#### Description of the task:
Do any lines in the data below contain "highway"? If so, copy every one of them.

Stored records
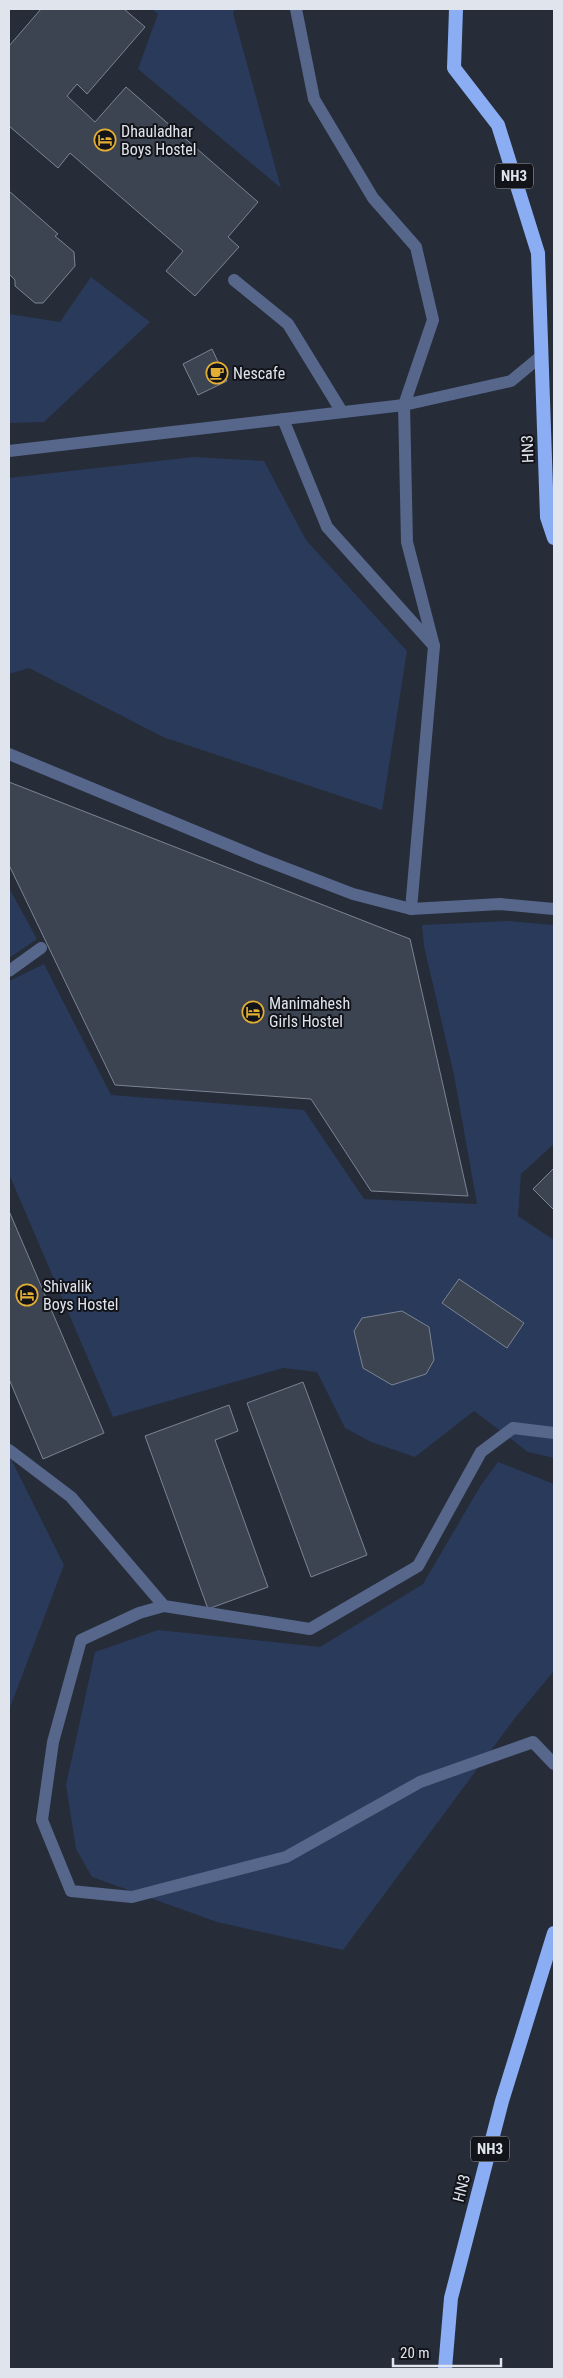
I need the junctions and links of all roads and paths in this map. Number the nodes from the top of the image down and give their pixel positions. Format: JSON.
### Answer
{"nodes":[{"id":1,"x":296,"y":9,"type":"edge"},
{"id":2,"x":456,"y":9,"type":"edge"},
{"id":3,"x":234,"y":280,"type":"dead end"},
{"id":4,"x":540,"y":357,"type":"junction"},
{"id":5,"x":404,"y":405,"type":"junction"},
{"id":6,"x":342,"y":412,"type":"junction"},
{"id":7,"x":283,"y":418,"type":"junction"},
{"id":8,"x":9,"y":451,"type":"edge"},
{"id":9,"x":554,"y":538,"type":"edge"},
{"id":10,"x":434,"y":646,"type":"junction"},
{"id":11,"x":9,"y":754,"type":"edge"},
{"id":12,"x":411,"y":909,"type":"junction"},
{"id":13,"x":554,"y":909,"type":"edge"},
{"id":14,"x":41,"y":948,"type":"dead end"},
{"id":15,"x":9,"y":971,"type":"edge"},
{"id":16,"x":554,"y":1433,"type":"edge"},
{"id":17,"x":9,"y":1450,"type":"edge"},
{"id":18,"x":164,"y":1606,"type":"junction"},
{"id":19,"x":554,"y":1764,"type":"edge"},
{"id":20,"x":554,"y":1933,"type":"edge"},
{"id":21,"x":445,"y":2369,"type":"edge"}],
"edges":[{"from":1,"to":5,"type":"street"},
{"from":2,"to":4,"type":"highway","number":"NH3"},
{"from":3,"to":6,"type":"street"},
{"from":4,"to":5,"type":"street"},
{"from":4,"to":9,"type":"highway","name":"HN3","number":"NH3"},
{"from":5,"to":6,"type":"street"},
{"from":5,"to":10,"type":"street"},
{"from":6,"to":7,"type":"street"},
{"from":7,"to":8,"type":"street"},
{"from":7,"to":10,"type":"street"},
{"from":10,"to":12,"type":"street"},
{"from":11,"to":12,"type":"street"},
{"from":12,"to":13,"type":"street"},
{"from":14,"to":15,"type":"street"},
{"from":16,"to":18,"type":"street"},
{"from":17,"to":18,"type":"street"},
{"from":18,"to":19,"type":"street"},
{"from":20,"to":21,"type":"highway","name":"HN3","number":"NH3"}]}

#### Result of the exercise:
{"from":2,"to":4,"type":"highway","number":"NH3"},
{"from":4,"to":9,"type":"highway","name":"HN3","number":"NH3"},
{"from":20,"to":21,"type":"highway","name":"HN3","number":"NH3"}]}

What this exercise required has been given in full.